▶ **Goal of the exercise**
Each record, word for word and stripped of pictures, is what the answer should contain.
====== Records for the exercise
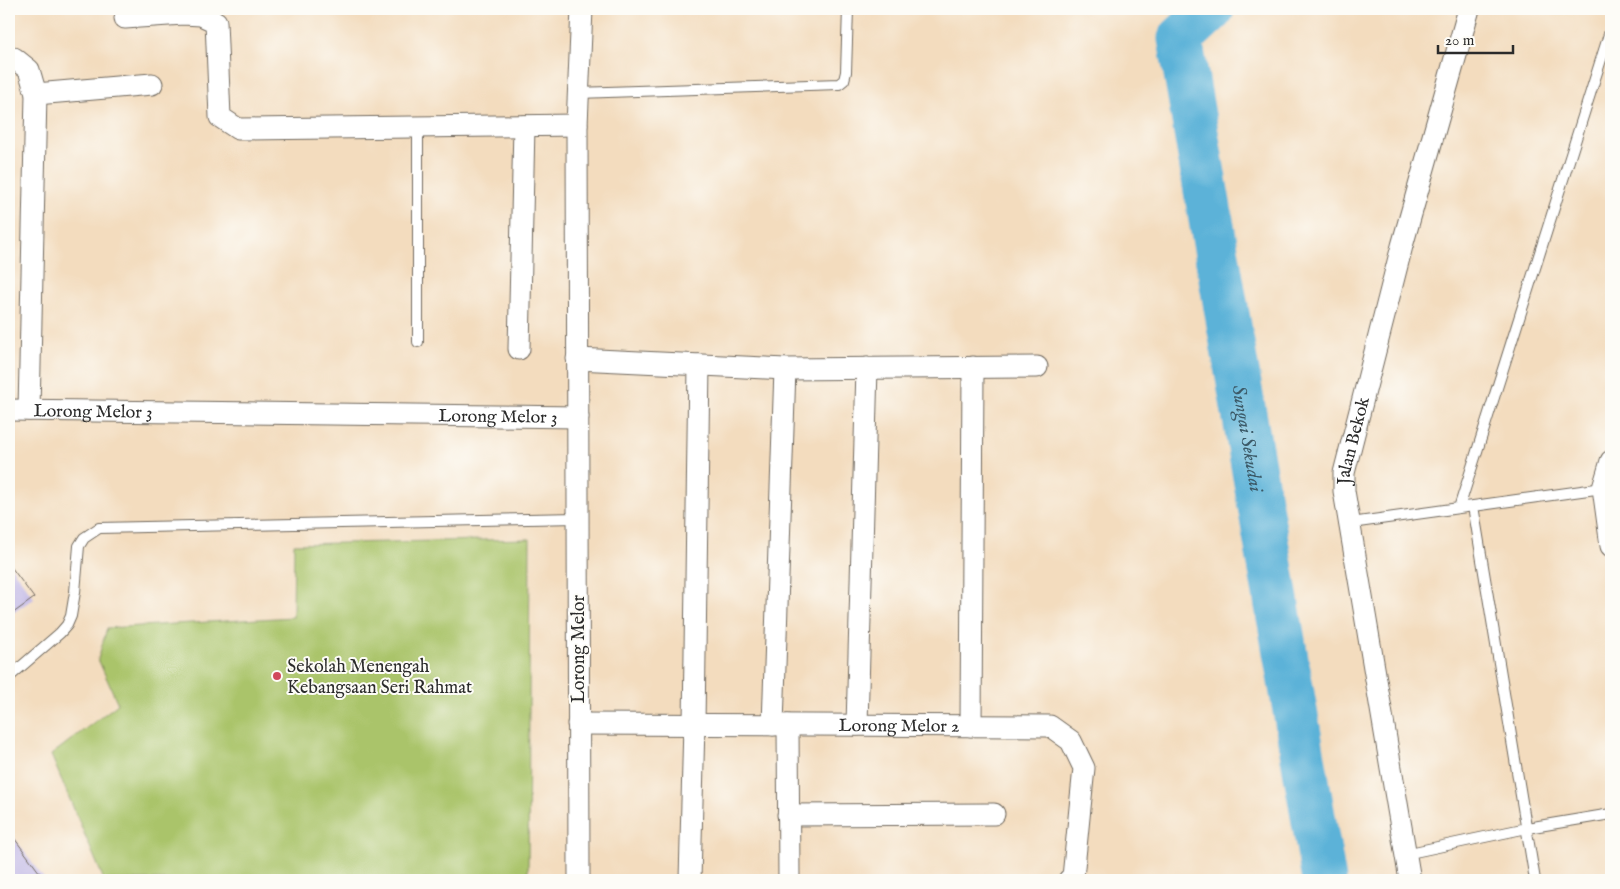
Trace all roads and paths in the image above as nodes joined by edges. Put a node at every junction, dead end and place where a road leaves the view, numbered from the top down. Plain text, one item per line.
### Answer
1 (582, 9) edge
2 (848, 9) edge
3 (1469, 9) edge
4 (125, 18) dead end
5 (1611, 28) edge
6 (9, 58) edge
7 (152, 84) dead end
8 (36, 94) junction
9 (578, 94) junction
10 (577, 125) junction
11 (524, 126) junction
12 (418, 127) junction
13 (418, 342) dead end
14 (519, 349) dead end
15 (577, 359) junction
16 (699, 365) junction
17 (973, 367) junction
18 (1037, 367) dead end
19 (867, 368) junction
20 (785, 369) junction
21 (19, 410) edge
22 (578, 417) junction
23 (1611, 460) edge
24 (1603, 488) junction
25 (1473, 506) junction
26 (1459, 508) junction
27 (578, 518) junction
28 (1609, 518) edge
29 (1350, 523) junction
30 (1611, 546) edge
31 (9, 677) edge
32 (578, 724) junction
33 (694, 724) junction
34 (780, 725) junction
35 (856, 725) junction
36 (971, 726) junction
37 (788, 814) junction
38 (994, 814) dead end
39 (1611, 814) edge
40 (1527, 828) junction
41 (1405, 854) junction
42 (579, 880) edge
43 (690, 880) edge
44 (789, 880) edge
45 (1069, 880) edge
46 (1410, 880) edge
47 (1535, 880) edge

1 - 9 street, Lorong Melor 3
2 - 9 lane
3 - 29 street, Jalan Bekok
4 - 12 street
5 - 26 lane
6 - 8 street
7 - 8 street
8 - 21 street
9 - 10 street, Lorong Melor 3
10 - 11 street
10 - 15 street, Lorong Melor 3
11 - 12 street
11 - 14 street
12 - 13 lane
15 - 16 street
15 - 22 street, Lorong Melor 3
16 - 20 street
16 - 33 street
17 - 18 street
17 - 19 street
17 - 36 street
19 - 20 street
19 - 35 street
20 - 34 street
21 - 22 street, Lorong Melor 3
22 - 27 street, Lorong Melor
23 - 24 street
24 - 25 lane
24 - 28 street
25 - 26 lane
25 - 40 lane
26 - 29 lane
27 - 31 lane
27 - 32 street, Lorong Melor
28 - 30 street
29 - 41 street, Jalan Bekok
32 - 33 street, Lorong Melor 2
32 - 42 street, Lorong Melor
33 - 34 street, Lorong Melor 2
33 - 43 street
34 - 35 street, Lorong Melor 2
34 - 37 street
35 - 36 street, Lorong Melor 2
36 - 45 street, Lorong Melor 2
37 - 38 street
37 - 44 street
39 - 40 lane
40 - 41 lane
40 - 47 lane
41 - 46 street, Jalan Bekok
============
▶ **Solution for this task**
Trace all roads and paths in the image above as nodes joined by edges. Put a node at every junction, dead end and place where a road leaves the view, numbered from the top down. Plain text, one item per line.
### Answer
1 (582, 9) edge
2 (848, 9) edge
3 (1469, 9) edge
4 (125, 18) dead end
5 (1611, 28) edge
6 (9, 58) edge
7 (152, 84) dead end
8 (36, 94) junction
9 (578, 94) junction
10 (577, 125) junction
11 (524, 126) junction
12 (418, 127) junction
13 (418, 342) dead end
14 (519, 349) dead end
15 (577, 359) junction
16 (699, 365) junction
17 (973, 367) junction
18 (1037, 367) dead end
19 (867, 368) junction
20 (785, 369) junction
21 (19, 410) edge
22 (578, 417) junction
23 (1611, 460) edge
24 (1603, 488) junction
25 (1473, 506) junction
26 (1459, 508) junction
27 (578, 518) junction
28 (1609, 518) edge
29 (1350, 523) junction
30 (1611, 546) edge
31 (9, 677) edge
32 (578, 724) junction
33 (694, 724) junction
34 (780, 725) junction
35 (856, 725) junction
36 (971, 726) junction
37 (788, 814) junction
38 (994, 814) dead end
39 (1611, 814) edge
40 (1527, 828) junction
41 (1405, 854) junction
42 (579, 880) edge
43 (690, 880) edge
44 (789, 880) edge
45 (1069, 880) edge
46 (1410, 880) edge
47 (1535, 880) edge

1 - 9 street, Lorong Melor 3
2 - 9 lane
3 - 29 street, Jalan Bekok
4 - 12 street
5 - 26 lane
6 - 8 street
7 - 8 street
8 - 21 street
9 - 10 street, Lorong Melor 3
10 - 11 street
10 - 15 street, Lorong Melor 3
11 - 12 street
11 - 14 street
12 - 13 lane
15 - 16 street
15 - 22 street, Lorong Melor 3
16 - 20 street
16 - 33 street
17 - 18 street
17 - 19 street
17 - 36 street
19 - 20 street
19 - 35 street
20 - 34 street
21 - 22 street, Lorong Melor 3
22 - 27 street, Lorong Melor
23 - 24 street
24 - 25 lane
24 - 28 street
25 - 26 lane
25 - 40 lane
26 - 29 lane
27 - 31 lane
27 - 32 street, Lorong Melor
28 - 30 street
29 - 41 street, Jalan Bekok
32 - 33 street, Lorong Melor 2
32 - 42 street, Lorong Melor
33 - 34 street, Lorong Melor 2
33 - 43 street
34 - 35 street, Lorong Melor 2
34 - 37 street
35 - 36 street, Lorong Melor 2
36 - 45 street, Lorong Melor 2
37 - 38 street
37 - 44 street
39 - 40 lane
40 - 41 lane
40 - 47 lane
41 - 46 street, Jalan Bekok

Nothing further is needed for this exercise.